UNIVERSITY OF ARKANSAS FOR MEDICAL SCIENCES MEDICAL CENTER AND CLINICAL PROGRAMS
PROFESSIONAL NURSING ORGANIZATION
POLICY STANDARDS

I.        MAINTENANCE OF PROFESSIONAL PRACTICE SYSTEM

    3.  RN ASSESSMENT

    1. Inpatient
  1. All inpatients shall have a comprehensive nursing assessment completed by an RN, to determine their nursing care needs, within 24 hours of hospital admission.  Elective surgical patients admitted on the day of surgery will be assessed prior to the surgical procedure.   This patient profile will provide the basis for the establishment of the patient’s nursing plan of care.

  2. Development of the  patient’s nursing plan of care shall include consideration of the following:

      • Biophysical Assessment

      • Psychosocial Assessment

      • Environmental Factors

      • Self Care Ability

      • Educational Needs Assessment

      • Discharge Planning Needs

      • Population Specific Needs

      • Braden Skin Assessment

      • Pain Assessment

      • Falls Risk Assessment

  3. Patient population specific time frames for initial completion and   periodic re-assessment of components of the comprehensive nursing assessment are based on  the following factors:

    • The anticipated length of stay for the major patient population(s) served

    • The complexity of the nursing care needs of the major patient population(s) served

    • The dynamics of the condition(s) of the major patient population(s) served.

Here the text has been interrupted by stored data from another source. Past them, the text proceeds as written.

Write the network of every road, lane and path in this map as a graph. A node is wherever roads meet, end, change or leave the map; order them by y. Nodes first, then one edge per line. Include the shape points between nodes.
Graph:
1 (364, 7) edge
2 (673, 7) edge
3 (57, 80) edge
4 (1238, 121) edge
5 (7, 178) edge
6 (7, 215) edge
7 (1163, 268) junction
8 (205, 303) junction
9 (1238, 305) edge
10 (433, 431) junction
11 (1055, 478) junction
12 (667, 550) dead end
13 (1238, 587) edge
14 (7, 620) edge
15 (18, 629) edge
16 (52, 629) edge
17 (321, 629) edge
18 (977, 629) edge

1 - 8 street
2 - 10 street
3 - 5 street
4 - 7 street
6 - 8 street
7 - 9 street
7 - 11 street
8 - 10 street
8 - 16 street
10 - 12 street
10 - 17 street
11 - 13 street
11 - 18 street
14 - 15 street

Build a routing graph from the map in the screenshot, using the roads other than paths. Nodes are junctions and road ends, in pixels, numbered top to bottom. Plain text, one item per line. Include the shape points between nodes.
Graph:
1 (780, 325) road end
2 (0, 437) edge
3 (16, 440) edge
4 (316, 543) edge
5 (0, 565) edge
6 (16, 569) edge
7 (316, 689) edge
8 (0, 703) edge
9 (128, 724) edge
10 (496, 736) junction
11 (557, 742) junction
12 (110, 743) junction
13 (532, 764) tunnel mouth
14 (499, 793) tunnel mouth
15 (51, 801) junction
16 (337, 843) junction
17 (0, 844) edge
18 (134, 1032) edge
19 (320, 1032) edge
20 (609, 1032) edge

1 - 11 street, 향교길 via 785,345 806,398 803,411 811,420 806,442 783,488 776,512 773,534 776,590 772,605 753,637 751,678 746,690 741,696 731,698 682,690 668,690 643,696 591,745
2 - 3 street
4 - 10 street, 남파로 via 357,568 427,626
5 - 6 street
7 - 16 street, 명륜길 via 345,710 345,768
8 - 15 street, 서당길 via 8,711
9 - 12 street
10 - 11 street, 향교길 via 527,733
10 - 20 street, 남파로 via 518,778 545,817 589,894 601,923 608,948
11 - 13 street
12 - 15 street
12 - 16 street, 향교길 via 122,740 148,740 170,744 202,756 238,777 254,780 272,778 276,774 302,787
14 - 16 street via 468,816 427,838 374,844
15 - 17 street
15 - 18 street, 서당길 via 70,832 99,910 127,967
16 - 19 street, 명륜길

  4. Required minimum assessment/ reassessment time frames for inpatient populations are as specified below and as prescribed by nursing protocols integrated into the individual patient’s plan of care.

 Biophysical Assessment: 

o       ICU – initial assessment within one hour of arrival to the unit; reassess – every four hours; reassess with change in patient condition; reassess with change in RN care giver; reassess as prescribed by patient’s plan of care.

o       Intermediate – initial assessment within one hour of arrival to the unit; reassess – every four hours; reassess with change in patient condition; reassess with change in RN care giver; reassess as prescribed by patient’s plan of care.

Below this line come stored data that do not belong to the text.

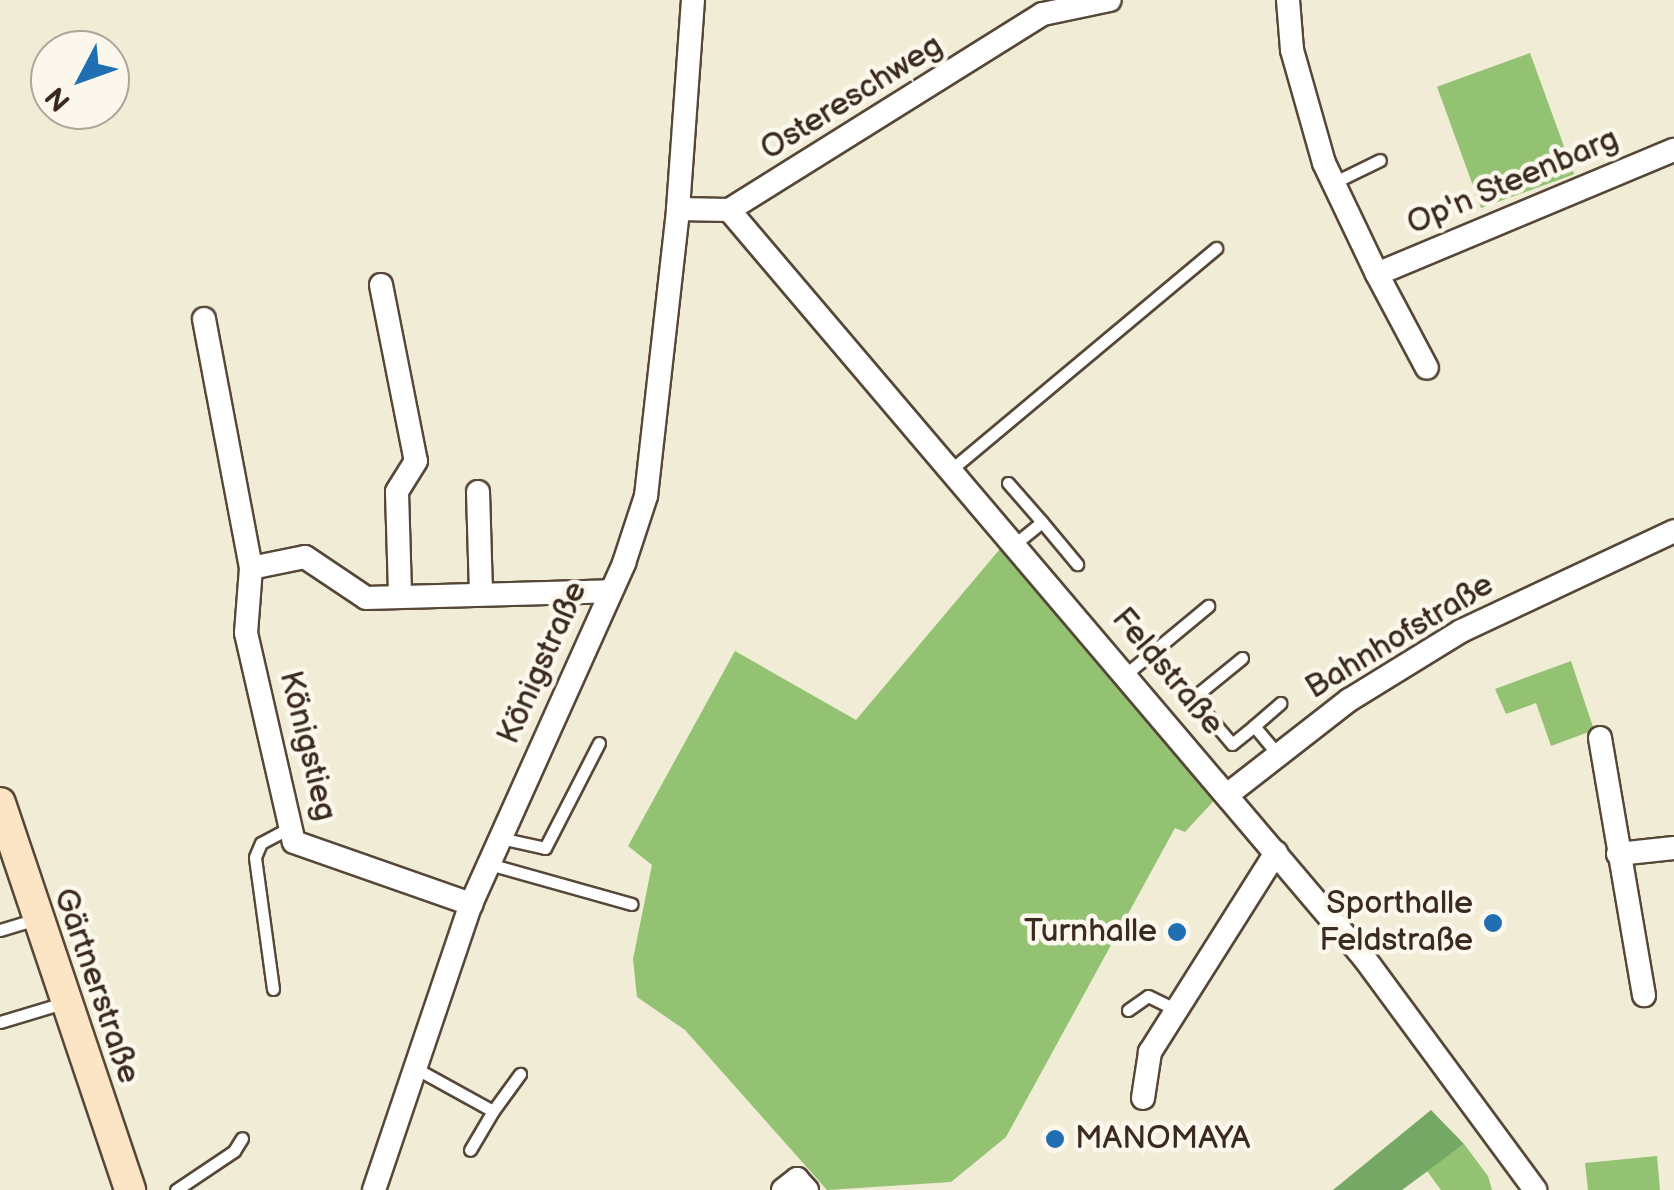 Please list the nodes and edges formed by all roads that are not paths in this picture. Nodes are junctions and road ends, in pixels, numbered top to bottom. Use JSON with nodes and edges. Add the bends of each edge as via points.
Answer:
{"nodes":[{"id":1,"x":693,"y":0,"type":"edge"},
{"id":2,"x":1110,"y":0,"type":"edge"},
{"id":3,"x":1288,"y":0,"type":"edge"},
{"id":4,"x":1049,"y":7,"type":"edge"},
{"id":5,"x":1674,"y":150,"type":"edge"},
{"id":6,"x":1380,"y":160,"type":"dead end"},
{"id":7,"x":1334,"y":183,"type":"junction"},
{"id":8,"x":678,"y":209,"type":"junction"},
{"id":9,"x":730,"y":210,"type":"junction"},
{"id":10,"x":1216,"y":248,"type":"dead end"},
{"id":11,"x":1377,"y":274,"type":"junction"},
{"id":12,"x":381,"y":284,"type":"dead end"},
{"id":13,"x":204,"y":320,"type":"dead end"},
{"id":14,"x":1427,"y":368,"type":"dead end"},
{"id":15,"x":953,"y":468,"type":"junction"},
{"id":16,"x":1008,"y":483,"type":"dead end"},
{"id":17,"x":478,"y":492,"type":"dead end"},
{"id":18,"x":1042,"y":522,"type":"junction"},
{"id":19,"x":1674,"y":531,"type":"edge"},
{"id":20,"x":1016,"y":543,"type":"junction"},
{"id":21,"x":1077,"y":564,"type":"dead end"},
{"id":22,"x":250,"y":568,"type":"junction"},
{"id":23,"x":611,"y":591,"type":"junction"},
{"id":24,"x":481,"y":594,"type":"junction"},
{"id":25,"x":400,"y":596,"type":"junction"},
{"id":26,"x":1208,"y":606,"type":"dead end"},
{"id":27,"x":1242,"y":658,"type":"dead end"},
{"id":28,"x":1126,"y":674,"type":"junction"},
{"id":29,"x":1280,"y":703,"type":"dead end"},
{"id":30,"x":1254,"y":726,"type":"junction"},
{"id":31,"x":1600,"y":738,"type":"dead end"},
{"id":32,"x":598,"y":744,"type":"dead end"},
{"id":33,"x":1278,"y":755,"type":"junction"},
{"id":34,"x":1227,"y":794,"type":"junction"},
{"id":35,"x":0,"y":803,"type":"edge"},
{"id":36,"x":291,"y":827,"type":"junction"},
{"id":37,"x":500,"y":838,"type":"junction"},
{"id":38,"x":5,"y":839,"type":"edge"},
{"id":39,"x":1674,"y":848,"type":"edge"},
{"id":40,"x":1276,"y":853,"type":"junction"},
{"id":41,"x":1618,"y":854,"type":"junction"},
{"id":42,"x":488,"y":864,"type":"junction"},
{"id":43,"x":471,"y":904,"type":"junction"},
{"id":44,"x":631,"y":904,"type":"dead end"},
{"id":45,"x":36,"y":919,"type":"junction"},
{"id":46,"x":0,"y":930,"type":"edge"},
{"id":47,"x":273,"y":989,"type":"dead end"},
{"id":48,"x":1644,"y":994,"type":"dead end"},
{"id":49,"x":65,"y":1002,"type":"junction"},
{"id":50,"x":1128,"y":1010,"type":"dead end"},
{"id":51,"x":1177,"y":1010,"type":"junction"},
{"id":52,"x":0,"y":1022,"type":"edge"},
{"id":53,"x":415,"y":1068,"type":"junction"},
{"id":54,"x":520,"y":1074,"type":"dead end"},
{"id":55,"x":1142,"y":1098,"type":"dead end"},
{"id":56,"x":493,"y":1111,"type":"junction"},
{"id":57,"x":242,"y":1138,"type":"dead end"},
{"id":58,"x":470,"y":1150,"type":"dead end"},
{"id":59,"x":130,"y":1190,"type":"edge"},
{"id":60,"x":176,"y":1190,"type":"edge"},
{"id":61,"x":374,"y":1190,"type":"edge"},
{"id":62,"x":783,"y":1190,"type":"edge"},
{"id":63,"x":807,"y":1190,"type":"edge"},
{"id":64,"x":1535,"y":1190,"type":"edge"}],
"edges":[{"from":1,"to":8,"type":"street","name":"Königstraße"},
{"from":2,"to":4,"type":"street","name":"Ostereschweg"},
{"from":3,"to":7,"type":"street","name":"Op'n Steenbarg","via":[[1292,50]]},
{"from":4,"to":9,"type":"street","name":"Ostereschweg"},
{"from":5,"to":11,"type":"street","name":"Op'n Steenbarg"},
{"from":6,"to":7,"type":"lane"},
{"from":7,"to":11,"type":"street","name":"Op'n Steenbarg"},
{"from":8,"to":9,"type":"street"},
{"from":8,"to":23,"type":"street","name":"Königstraße","via":[[646,496]]},
{"from":9,"to":15,"type":"street","name":"Feldstraße"},
{"from":10,"to":15,"type":"lane"},
{"from":11,"to":14,"type":"street","name":"Op'n Steenbarg"},
{"from":12,"to":25,"type":"street","via":[[416,461],[398,492]]},
{"from":13,"to":22,"type":"street","name":"Königstieg"},
{"from":15,"to":20,"type":"street","name":"Feldstraße"},
{"from":16,"to":18,"type":"lane"},
{"from":17,"to":24,"type":"street"},
{"from":18,"to":20,"type":"lane"},
{"from":18,"to":21,"type":"lane"},
{"from":19,"to":33,"type":"street","name":"Bahnhofstraße","via":[[1460,631],[1348,700]]},
{"from":20,"to":28,"type":"street","name":"Feldstraße"},
{"from":22,"to":25,"type":"street","via":[[305,557],[366,598]]},
{"from":22,"to":36,"type":"street","name":"Königstieg","via":[[246,633]]},
{"from":23,"to":24,"type":"street"},
{"from":23,"to":37,"type":"street","name":"Königstraße"},
{"from":24,"to":25,"type":"street"},
{"from":26,"to":28,"type":"lane"},
{"from":27,"to":30,"type":"lane","via":[[1193,698],[1232,744]]},
{"from":28,"to":34,"type":"street","name":"Feldstraße"},
{"from":29,"to":30,"type":"lane"},
{"from":30,"to":33,"type":"lane"},
{"from":31,"to":41,"type":"street"},
{"from":32,"to":37,"type":"lane","via":[[545,848]]},
{"from":33,"to":34,"type":"street","name":"Bahnhofstraße"},
{"from":34,"to":40,"type":"street","name":"Feldstraße"},
{"from":35,"to":38,"type":"street","name":"Gärtnerstraße"},
{"from":36,"to":43,"type":"street","name":"Königstieg","via":[[294,842],[391,868]]},
{"from":36,"to":47,"type":"lane","via":[[260,843],[255,857]]},
{"from":37,"to":42,"type":"street","name":"Königstraße"},
{"from":38,"to":45,"type":"street","name":"Gärtnerstraße"},
{"from":39,"to":41,"type":"street"},
{"from":40,"to":51,"type":"street"},
{"from":40,"to":64,"type":"street","name":"Feldstraße","via":[[1418,1024]]},
{"from":41,"to":48,"type":"street"},
{"from":42,"to":43,"type":"street","name":"Königstraße"},
{"from":42,"to":44,"type":"lane"},
{"from":43,"to":53,"type":"street","name":"Königstraße"},
{"from":45,"to":46,"type":"lane"},
{"from":45,"to":49,"type":"street","name":"Gärtnerstraße"},
{"from":49,"to":52,"type":"lane"},
{"from":49,"to":59,"type":"street","name":"Gärtnerstraße"},
{"from":50,"to":51,"type":"lane","via":[[1148,996]]},
{"from":51,"to":55,"type":"street","via":[[1144,1066]]},
{"from":53,"to":56,"type":"lane"},
{"from":53,"to":61,"type":"street","name":"Königstraße"},
{"from":54,"to":56,"type":"lane"},
{"from":56,"to":58,"type":"lane"},
{"from":57,"to":60,"type":"lane","via":[[234,1151]]},
{"from":62,"to":63,"type":"street","via":[[797,1179]]}]}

o       Medical/ Surgical – initial assessment within two hours of arrival to the unit; reassess – every 12 hour shift; reassess with change in RN care giver; reassess with change in patient condition; reassess as prescribed by plan of care of individual patients.

o       Maternal – initial assessment within two hours of arrival to the unit; and every 12 hours for inactive labor or post-partum patients; reassess with change in RN care giver; reassess with change in patient condition/status; reassess as prescribed by plan of care of individual patients.

o       Normal Newborn – initial assessment within one hour of delivery; reassess – every 12 hours; reassess with change in RN care giver; reassess as prescribed by plan of care of individual infants.

o       Neonatal Intensive Care – initial assessment within 15 minutes of arrival to the unit; reassess with every vital signs, reassess as condition warrants; reassess with change in RN care giver; reassess as prescribed by plan of care of individual neonates.

Braden Skin Risk Assessments are performed:

o       Admission

o       Changes in clinical condition

o       Every 12 hours

 Pain Assessments are performed:

o       Admission when patient has a positive pain screen

o       Every 12 hour shift

o       As directed by patient’s plan of care

o       As clinically indicated by patient’s plan of care

o       Before and after any pharmacologic or nonpharmacologic intervention for pain

Falls Risk Assessment are completed on:

o       Admission

o       Transfer

o       Each shift and PRN

o       Changes in clinical condition

o       As needed post-procedure

  1. Information related to the assessment of nursing care needs shall be obtained from the patient or their designee.

  2. The analysis/interpretation of the data collected must be performed by the RN and is the assessment which provides the basis for the development of the nursing plan of care.

  3. Each patient’s nursing plan of care may consist of pre determined hospital approved standards of care/practice appropriate to the patient or be developed as an individualized action plan. 

  4. Assessment data from the comprehensive nursing assessment and ongoing periodic reassessments of the patient by RNs will be incorporated into the interdisciplinary care planning process through the unit based interdisciplinary care meetings. .

  5. A plan of care will be instituted within 24 hours of admission (see Addendum I.1).

  6. Exceptions to the requirement for documentation to protocols include those patients on observation or interventional status.

b.      Outpatient

  1. All patients will have an assessment by a Registered Nurse or designated care provider on their first clinic visit and problems identified and documented with reassessments on subsequent clinic visits.

  2. All ED and Short Stay Unit patients will have an initial assessment performed by an RN.

  3. The assessment of the patient’s nursing care needs shall include consideration of these factors:

    • Psychosocial

    • Environmental

    • Self-Care

    • Educational

    • Age-Specific Needs

    • Follow-up Care/Discharge Planning

    • Pain Assessment

    • Falls Risk Assessment

  1. Patient care is provided by utilizing an interdisciplinary team approach.